St Gregory was a priest who was martyred in the amphitheatre at Spoleto in 303 AD during the reign of the Emperor Diocletian.  His remains were to be fed to the wild animals, but St Abbondanza (the widow) bought them for a considerable sum of money.  She buried them in the Christian cemetery outside the city walls, near a bridge called "Sanguinarius".  This is almost certainly a reference to the Christian cemetery on the site of San Gregorio Maggiore.

Three churches in Spoleto are or were dedicated to St Gregory:

  • San Gregorio della Sinagoga (see Walk I), the site on which he was imprisoned;
  • San Gregorio Minore (see Walk II), built on the site of the amphitheatre in which he was martyred; and
  • San Gregorio Maggiore (see the link above).  St Abbondanza (the virgin) built the first church on this site to house the relics of St Gregory in ca. 840.

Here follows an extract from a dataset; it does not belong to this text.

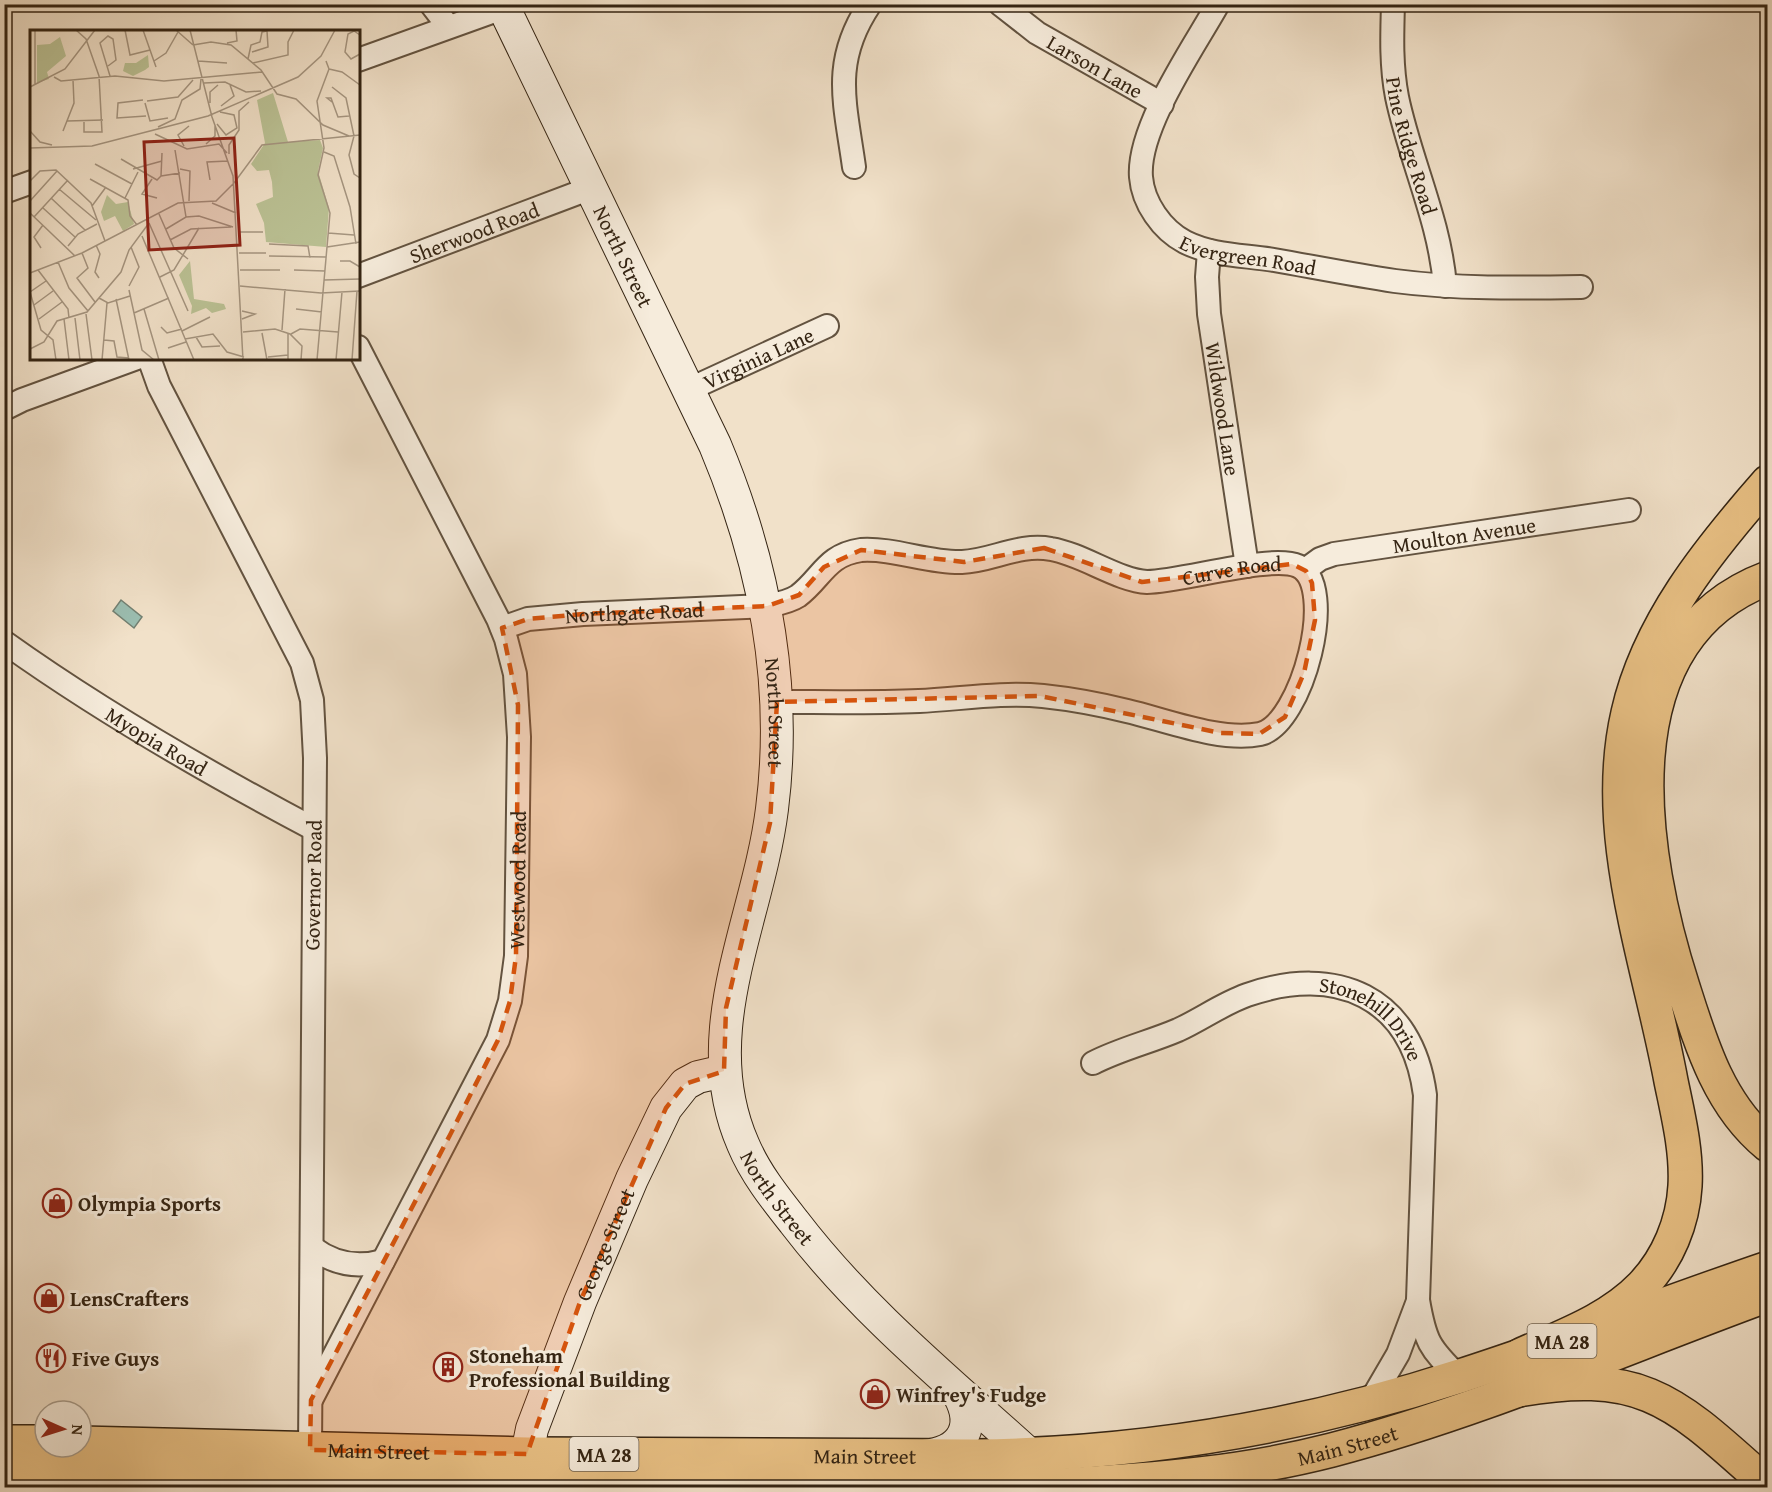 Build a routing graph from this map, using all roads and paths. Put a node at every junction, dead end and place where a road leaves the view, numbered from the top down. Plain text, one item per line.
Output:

Bishop Theoderic (Dietrich) I of Metz took most of the relics to Metz in 970.   Bishop Wuilfridus acquired them from the Emperor Otto I and translated them to the Abbey of Saint Paul de Verdun, which he founded in 970-3.  This abbey was destroyed in 1552:

  • Cardinal Giovanni Evangelista Pallotti acquired the cranium of St Gregory when he was in Verdun in 1617.  He kept a fragment for his new church in his native Caldarola, Marche  and gave another to Decio Gelosi, the Prior of San Gregorio Maggiore in 1619.  Two reliquary busts associated with this relic are preserved in the sacristy of San Gregorio Maggiore:

    • a gilded wooden reliquary bust (17th century), which has an inscription that records the donation of Cardinal Pallotti to Prior Decio Gelosi; and

    • a reliquary bust (ca. 1755), which is attributed to Francesco Giardoni, into which Bishop Paolo Bonavisa transferred the cranium of St Gregory in 1755.

  • The reliquary from Saint Paul de Verdun found its way into the possession of  Bishop Giovanni De Rossi of Ossero in Croatia and he translated it to the Duomo of Lussingrande in 1663.  The Duomo there is now dedicated to St Gregory.

There are at least three other documented cases of the dispersal of relics of St Gregory from Spoleto:

  • Bishop Olderico of Cremona (973-1004) took some of the them to Cremona. 

  • The Emperor Frederick I stole a reliquary containing some of them during the sack of Spoleto in 1155.  These relics are said to remain in the Shrine of the Three Kings in Cologne Cathedral. (Frederick I stole the relics of the three kings from Milan in 1164).

  • Cosimo III de' Medici, Grand Duke of Tuscany acquired some of them from Bishop Carlo Giacinto Lascaris in 1720.